Instructions to follow: Go through the records and report each line holding the string "index".

══════

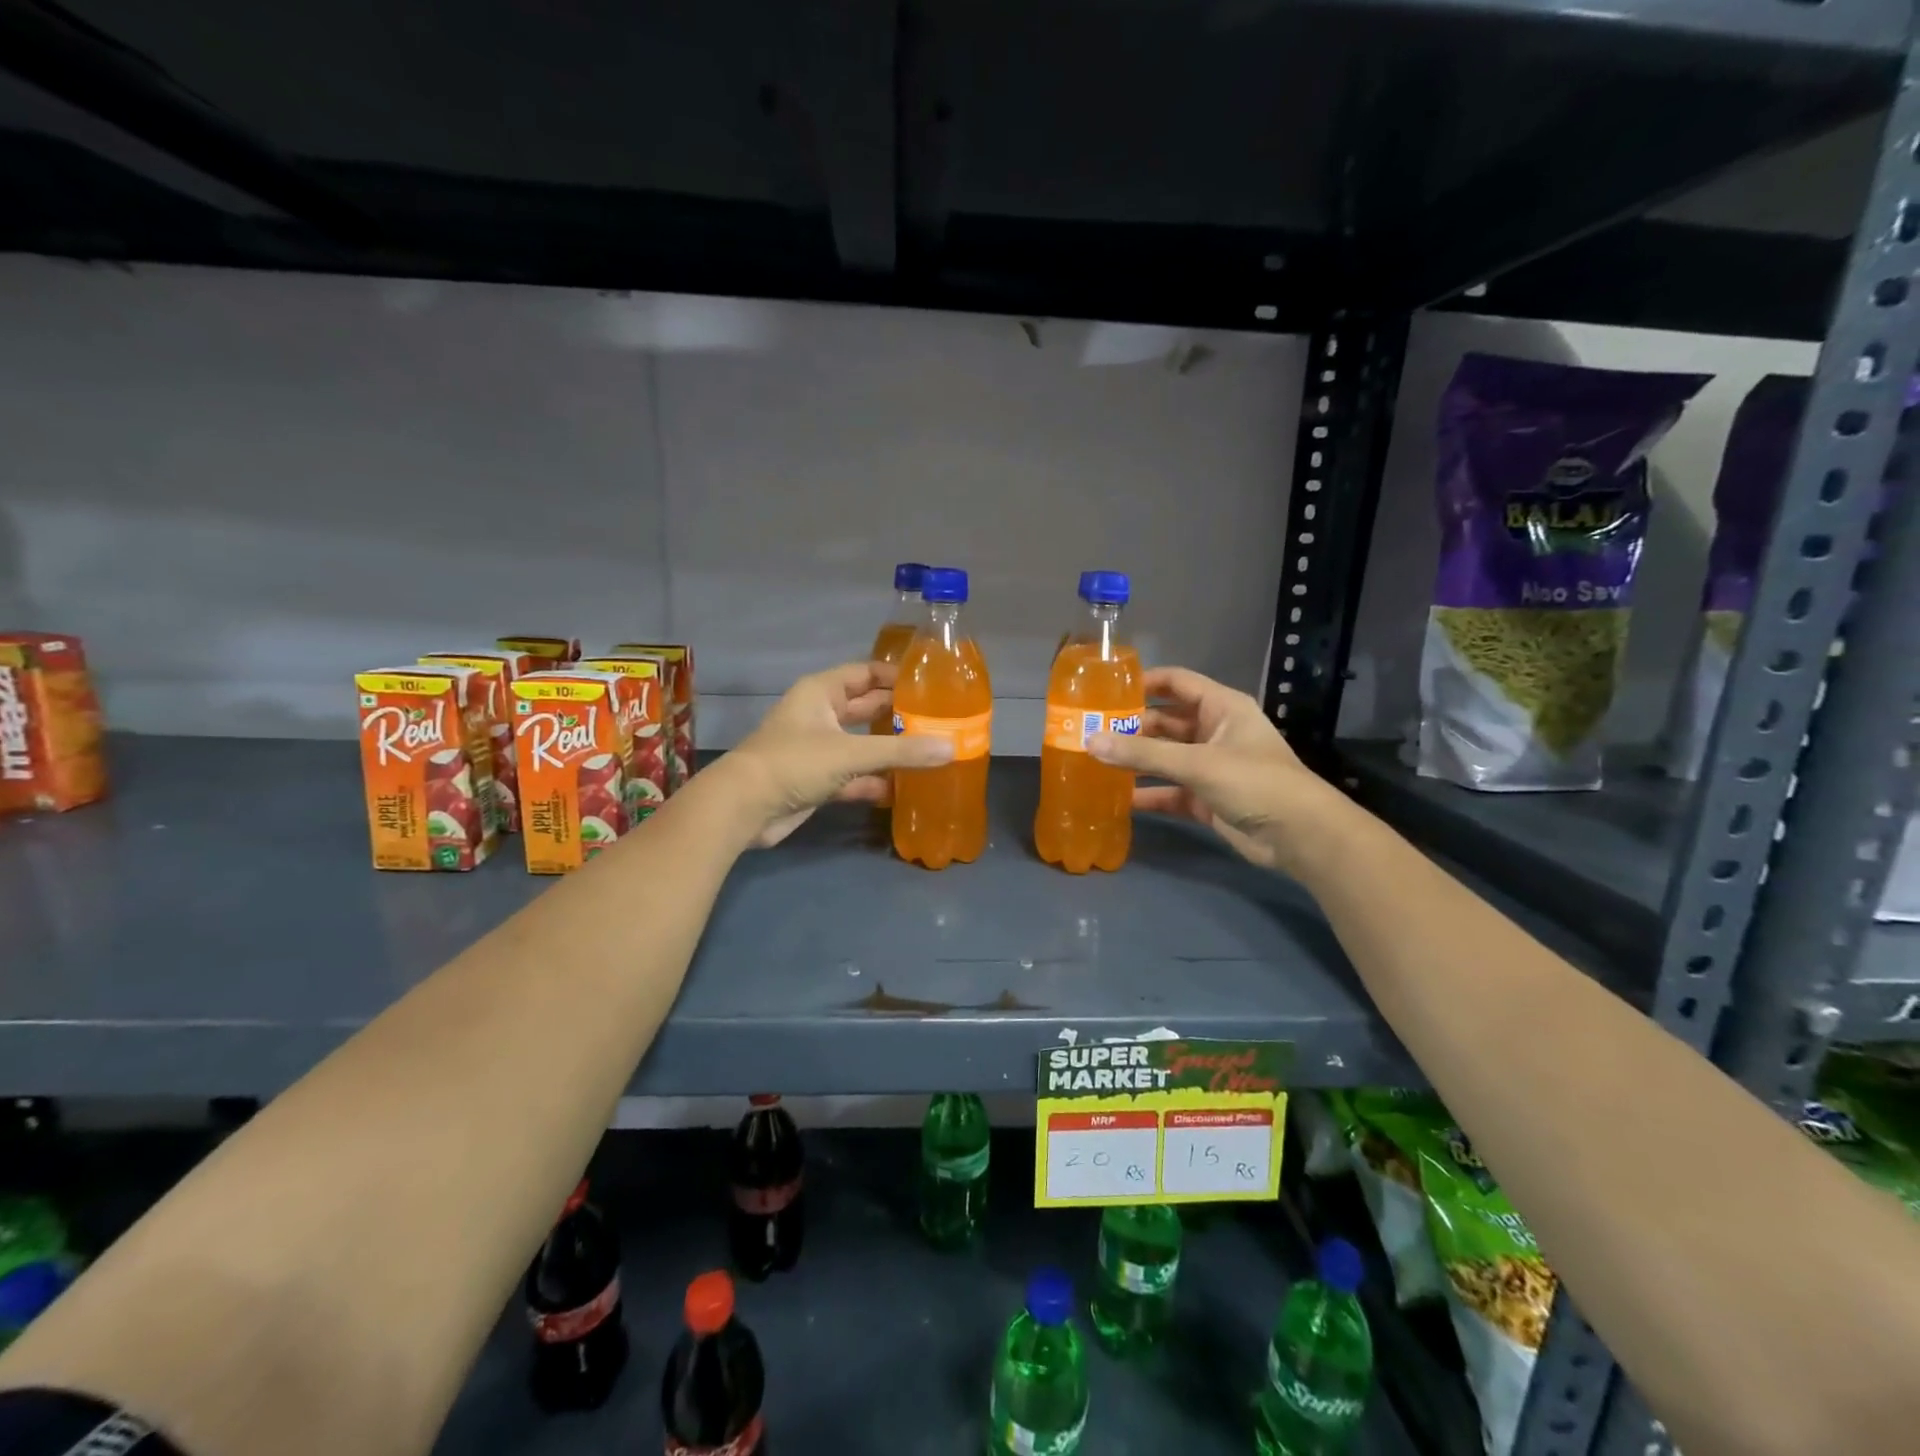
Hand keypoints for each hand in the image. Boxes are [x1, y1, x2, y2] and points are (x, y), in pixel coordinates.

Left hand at [723, 661, 952, 846]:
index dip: (895, 676)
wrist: (744, 808)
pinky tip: (903, 788)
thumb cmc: (794, 762)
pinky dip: (874, 781)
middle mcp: (820, 715)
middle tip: (940, 719)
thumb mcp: (850, 752)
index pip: (865, 673)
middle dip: (898, 714)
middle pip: (866, 708)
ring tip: (930, 752)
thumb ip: (901, 751)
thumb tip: (951, 748)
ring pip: (861, 744)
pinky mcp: (817, 781)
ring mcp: (817, 750)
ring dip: (889, 750)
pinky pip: (853, 776)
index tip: (931, 684)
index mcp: (821, 692)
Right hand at [1087, 666, 1341, 874]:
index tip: (1105, 690)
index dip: (1144, 682)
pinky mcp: (1206, 799)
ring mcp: (1210, 767)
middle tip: (1090, 731)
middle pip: (1165, 722)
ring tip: (1094, 761)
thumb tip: (1091, 741)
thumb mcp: (1197, 763)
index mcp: (1222, 708)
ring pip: (1165, 757)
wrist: (1299, 836)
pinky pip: (1169, 790)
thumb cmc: (1254, 782)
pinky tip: (1117, 798)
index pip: (1177, 683)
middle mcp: (1215, 731)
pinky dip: (1148, 794)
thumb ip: (1144, 753)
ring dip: (1136, 761)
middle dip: (1131, 726)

══════

The completed task:
index dip: (895, 676)
index pip: (865, 673)
index tip: (931, 684)
index mcp: (821, 692)
index tip: (1105, 690)
index dip: (1144, 682)
index mcp: (1222, 708)
index pip: (1177, 683)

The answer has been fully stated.